Question

The coefficient of kinetic friction between the tires of a car and a horizontal road surface is 0.52. If the car is traveling at an initial speed of 25 m/s, and then slams on the breaks so the car skids straight ahead to a stop, how far does the car skid?

Answer 1

Answer:

The car skids in a distance of 61.275 meters.

Explanation:

Since the only force exerted on the car is the kinetic friction between the car and the horizontal road, deceleration of the vehicle ($a$), measured in meters per square second, is determined by the following expression:

$a = \mu_{k}\cdot g$ (1)

Where:

$\mu_{k}$ - Coefficient of kinetic friction, no unit.

$g$ - Gravitational acceleration, measured in meters per square second.

If we know that $\mu_{k} = 0.52$ and $g = -9.807\,\frac{m}{s^{2}}$, then the net deceleration of the vehicle is:

$a = 0.52\cdot \left(-9.807\,\frac{m}{s^{2}} \right)$

$a = -5.1\,\frac{m}{s^{2}}$

The distance covered by the car is finally calculated by this kinematic expression:

$\Delta s = \frac{v^{2}-v_{o}^{2}}{2\cdot a}$ (2)

Where:

$v_{o}$, $v$ - Initial and final speed, measured in meters per second.

$a$ - Net deceleration, measured in meters per square second.

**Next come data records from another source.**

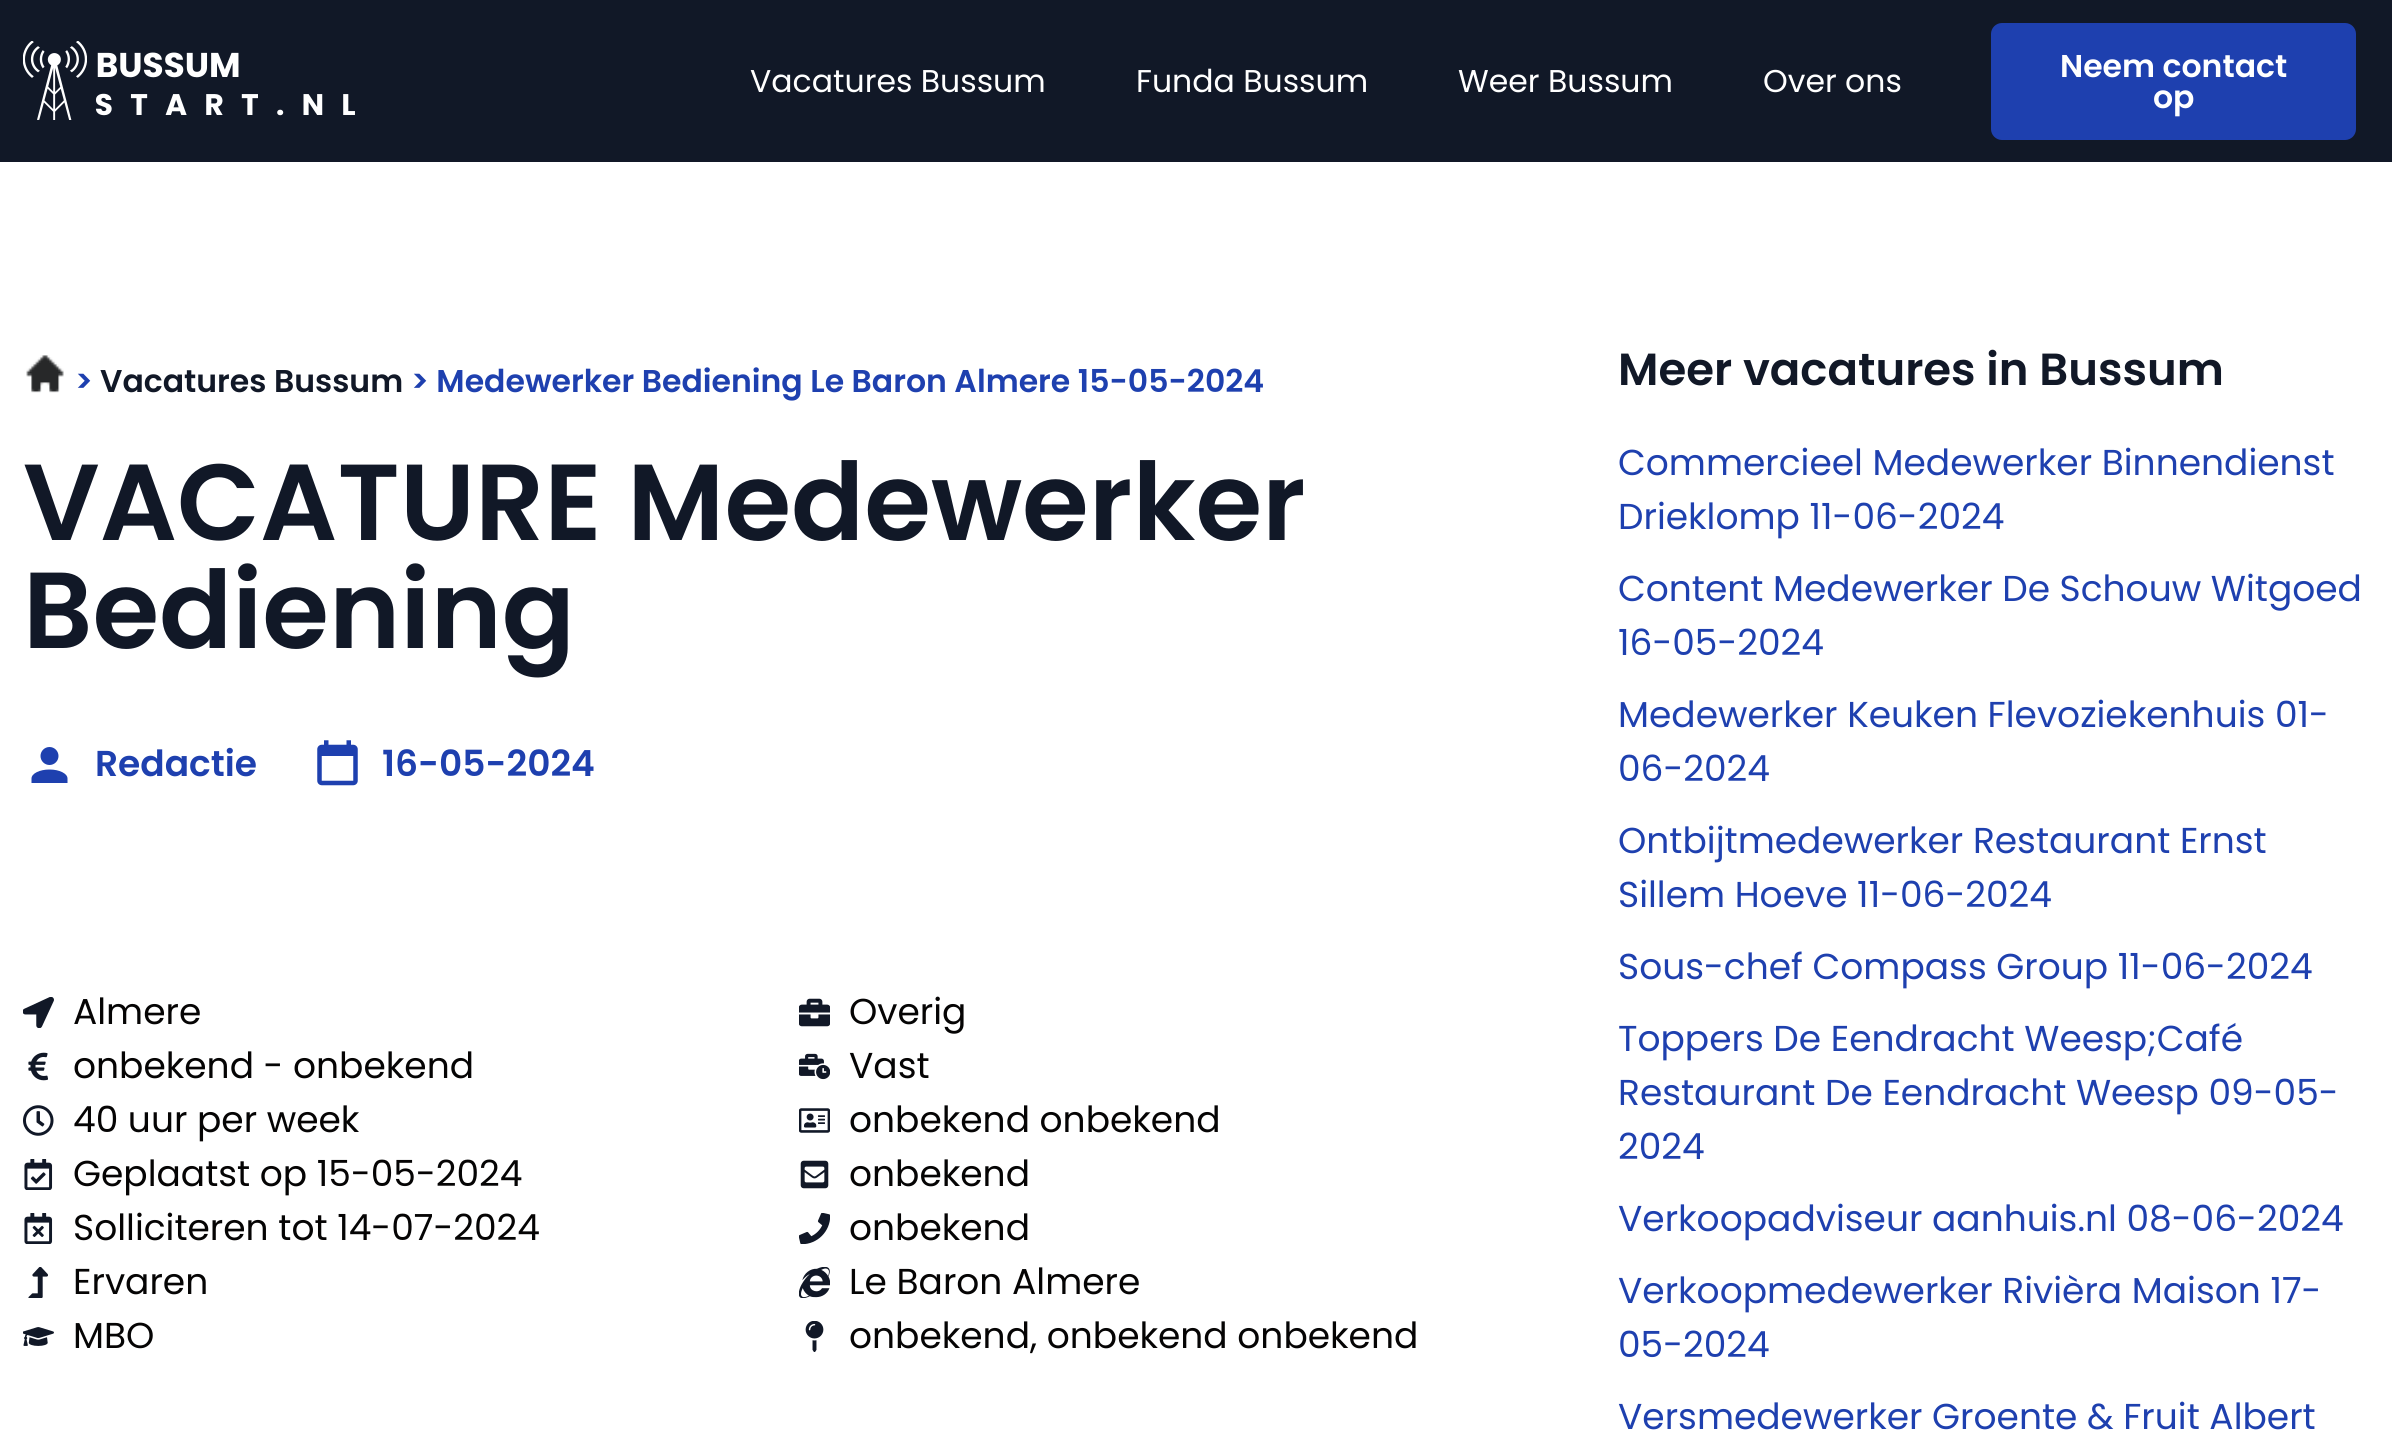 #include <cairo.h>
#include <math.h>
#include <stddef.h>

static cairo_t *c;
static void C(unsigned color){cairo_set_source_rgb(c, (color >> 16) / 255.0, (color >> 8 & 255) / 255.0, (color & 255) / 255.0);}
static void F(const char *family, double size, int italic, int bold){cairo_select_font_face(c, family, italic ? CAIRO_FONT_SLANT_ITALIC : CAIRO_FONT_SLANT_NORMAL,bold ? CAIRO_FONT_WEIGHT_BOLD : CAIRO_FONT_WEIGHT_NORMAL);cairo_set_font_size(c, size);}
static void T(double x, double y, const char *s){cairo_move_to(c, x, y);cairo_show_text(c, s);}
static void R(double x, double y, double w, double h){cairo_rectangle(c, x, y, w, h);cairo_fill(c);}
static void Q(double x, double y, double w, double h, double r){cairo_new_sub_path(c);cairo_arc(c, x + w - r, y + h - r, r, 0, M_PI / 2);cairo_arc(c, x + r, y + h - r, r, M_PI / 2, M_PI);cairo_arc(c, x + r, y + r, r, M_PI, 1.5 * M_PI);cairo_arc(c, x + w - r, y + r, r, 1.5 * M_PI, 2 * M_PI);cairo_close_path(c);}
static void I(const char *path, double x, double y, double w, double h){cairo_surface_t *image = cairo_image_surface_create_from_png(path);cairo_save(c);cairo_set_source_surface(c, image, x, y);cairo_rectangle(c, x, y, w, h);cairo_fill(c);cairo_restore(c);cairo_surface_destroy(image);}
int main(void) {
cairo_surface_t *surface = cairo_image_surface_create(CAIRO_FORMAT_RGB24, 2392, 1454);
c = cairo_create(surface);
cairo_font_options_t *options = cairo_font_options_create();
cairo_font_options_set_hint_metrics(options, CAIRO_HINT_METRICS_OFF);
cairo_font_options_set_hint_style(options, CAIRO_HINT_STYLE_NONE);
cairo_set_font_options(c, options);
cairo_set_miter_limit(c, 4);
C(0xffffff);
cairo_paint(c);
C(0x111827);
R(0,0,2392,162);
I("1.png",23,41,332,79);
F("Poppins",31.5,0,0);
C(0xffffff);
T(750,92,"Vacatures Bussum");
T(1136,92,"Funda Bussum");
T(1458,92,"Weer Bussum");
T(1763,92,"Over ons");
C(0x1e40af);
Q(1991,23,365,117,11);
cairo_fill(c);
F("Poppins SemiBold",31.5,0,0);
C(0xffffff);
T(2060,77,"Neem contact");
T(2153,108,"op");
I("2.png",26,355,38,38);
C(0x1e40af);
T(75,392,">");
C(0x111827);
T(100,392,"Vacatures Bussum");
C(0x1e40af);
T(411,392,"> Medewerker Bediening Le Baron Almere 15-05-2024");
F("Poppins SemiBold",108,0,0);
C(0x111827);
T(23,540,"VACATURE Medewerker");
T(23,648,"Bediening");
I("3.png",31,747,37,36);
F("Poppins SemiBold",36,0,0);
C(0x1e40af);
T(95,776,"Redactie");
I("4.png",317,740,41,46);
T(382,776,"16-05-2024");
I("5.png",23,997,31,31);
F("Poppins",36,0,0);
C(0x050404);
T(73,1024,"Almere");
I("6.png",28,1052,20,29);
T(73,1078,"onbekend - onbekend");
I("7.png",23,1105,31,31);
T(73,1132,"40 uur per week");
I("8.png",24,1159,29,31);
T(73,1186,"Geplaatst op 15-05-2024");
I("9.png",24,1213,29,31);
T(73,1240,"Solliciteren tot 14-07-2024");
I("10.png",28,1267,20,31);
T(73,1294,"Ervaren");
I("11.png",23,1327,31,19);
T(73,1348,"MBO");
I("12.png",799,998,31,29);
T(849,1024,"Overig");
I("13.png",799,1053,31,27);
T(849,1078,"Vast");
I("14.png",799,1108,31,25);
T(849,1132,"onbekend onbekend");
I("15.png",800,1160,29,29);
T(849,1186,"onbekend");
I("16.png",799,1213,31,31);
T(849,1240,"onbekend");
I("17.png",799,1267,31,31);
T(849,1294,"Le Baron Almere");
I("18.png",805,1321,19,31);
T(849,1348,"onbekend, onbekend onbekend");
F("Poppins SemiBold",45,0,0);
C(0x111827);
T(1618,385,"Meer vacatures in Bussum");
F("Poppins",36,0,0);
C(0x1e40af);
T(1618,475,"Commercieel Medewerker Binnendienst");
T(1618,529,"Drieklomp 11-06-2024");
T(1618,601,"Content Medewerker De Schouw Witgoed");
T(1618,655,"16-05-2024");
T(1618,727,"Medewerker Keuken Flevoziekenhuis 01-");
T(1618,781,"06-2024");
T(1618,853,"Ontbijtmedewerker Restaurant Ernst");
T(1618,907,"Sillem Hoeve 11-06-2024");
T(1618,979,"Sous-chef Compass Group 11-06-2024");
T(1618,1051,"Toppers De Eendracht Weesp;Café");
T(1618,1105,"Restaurant De Eendracht Weesp 09-05-");
T(1618,1159,"2024");
T(1618,1231,"Verkoopadviseur aanhuis.nl 08-06-2024");
T(1618,1303,"Verkoopmedewerker Rivièra Maison 17-");
T(1618,1357,"05-2024");
T(1618,1429,"Versmedewerker Groente & Fruit Albert");
cairo_surface_write_to_png(surface, "o.png");
cairo_font_options_destroy(options);
cairo_destroy(c);
cairo_surface_destroy(surface);
return 0;
}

If we know that $v_{o} = 25\,\frac{m}{s}$, $v = 0\,\frac{m}{s}$ and $a = -5.1\,\frac{m}{s^{2}}$, then the distance covered by the car is:

$\Delta s = \frac{\left(0\,\frac{m}{s} \right)^{2}-\left(25\,\frac{m}{s} \right)^{2}}{2\cdot \left(-5.1\,\frac{m}{s^{2}} \right)}$

$\Delta s = 61.275\,m$

The car skids in a distance of 61.275 meters.